## Work required
Transcribe every record exactly, omitting none.
Records for this task: Begin
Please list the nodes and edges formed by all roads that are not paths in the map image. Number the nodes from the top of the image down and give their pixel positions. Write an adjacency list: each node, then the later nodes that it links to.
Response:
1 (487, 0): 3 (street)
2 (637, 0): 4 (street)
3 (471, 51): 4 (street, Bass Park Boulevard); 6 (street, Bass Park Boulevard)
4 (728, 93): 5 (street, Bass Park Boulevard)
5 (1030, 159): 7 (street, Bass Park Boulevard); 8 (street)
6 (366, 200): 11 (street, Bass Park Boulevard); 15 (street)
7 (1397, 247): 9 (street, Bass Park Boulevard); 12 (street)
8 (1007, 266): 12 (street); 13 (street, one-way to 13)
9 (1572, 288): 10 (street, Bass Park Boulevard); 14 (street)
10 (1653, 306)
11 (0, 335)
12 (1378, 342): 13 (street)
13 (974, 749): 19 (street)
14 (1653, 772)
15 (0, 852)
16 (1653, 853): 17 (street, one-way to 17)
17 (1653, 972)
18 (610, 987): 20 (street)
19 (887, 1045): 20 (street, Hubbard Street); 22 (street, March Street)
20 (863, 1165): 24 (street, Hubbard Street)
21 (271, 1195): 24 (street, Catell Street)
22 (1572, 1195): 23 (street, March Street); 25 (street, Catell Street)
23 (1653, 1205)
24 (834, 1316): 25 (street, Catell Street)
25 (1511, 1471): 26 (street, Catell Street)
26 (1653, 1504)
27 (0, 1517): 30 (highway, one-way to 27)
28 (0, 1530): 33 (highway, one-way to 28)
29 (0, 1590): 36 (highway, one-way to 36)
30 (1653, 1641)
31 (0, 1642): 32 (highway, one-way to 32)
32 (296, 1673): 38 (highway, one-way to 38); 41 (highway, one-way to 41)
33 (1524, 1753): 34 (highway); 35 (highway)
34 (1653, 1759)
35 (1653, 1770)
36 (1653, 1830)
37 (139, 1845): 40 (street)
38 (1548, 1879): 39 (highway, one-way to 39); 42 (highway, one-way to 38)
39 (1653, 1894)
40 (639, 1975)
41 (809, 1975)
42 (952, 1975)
Records for this task: End
## Answer space
Please list the nodes and edges formed by all roads that are not paths in the map image. Number the nodes from the top of the image down and give their pixel positions. Write an adjacency list: each node, then the later nodes that it links to.
Response:
1 (487, 0): 3 (street)
2 (637, 0): 4 (street)
3 (471, 51): 4 (street, Bass Park Boulevard); 6 (street, Bass Park Boulevard)
4 (728, 93): 5 (street, Bass Park Boulevard)
5 (1030, 159): 7 (street, Bass Park Boulevard); 8 (street)
6 (366, 200): 11 (street, Bass Park Boulevard); 15 (street)
7 (1397, 247): 9 (street, Bass Park Boulevard); 12 (street)
8 (1007, 266): 12 (street); 13 (street, one-way to 13)
9 (1572, 288): 10 (street, Bass Park Boulevard); 14 (street)
10 (1653, 306)
11 (0, 335)
12 (1378, 342): 13 (street)
13 (974, 749): 19 (street)
14 (1653, 772)
15 (0, 852)
16 (1653, 853): 17 (street, one-way to 17)
17 (1653, 972)
18 (610, 987): 20 (street)
19 (887, 1045): 20 (street, Hubbard Street); 22 (street, March Street)
20 (863, 1165): 24 (street, Hubbard Street)
21 (271, 1195): 24 (street, Catell Street)
22 (1572, 1195): 23 (street, March Street); 25 (street, Catell Street)
23 (1653, 1205)
24 (834, 1316): 25 (street, Catell Street)
25 (1511, 1471): 26 (street, Catell Street)
26 (1653, 1504)
27 (0, 1517): 30 (highway, one-way to 27)
28 (0, 1530): 33 (highway, one-way to 28)
29 (0, 1590): 36 (highway, one-way to 36)
30 (1653, 1641)
31 (0, 1642): 32 (highway, one-way to 32)
32 (296, 1673): 38 (highway, one-way to 38); 41 (highway, one-way to 41)
33 (1524, 1753): 34 (highway); 35 (highway)
34 (1653, 1759)
35 (1653, 1770)
36 (1653, 1830)
37 (139, 1845): 40 (street)
38 (1548, 1879): 39 (highway, one-way to 39); 42 (highway, one-way to 38)
39 (1653, 1894)
40 (639, 1975)
41 (809, 1975)
42 (952, 1975)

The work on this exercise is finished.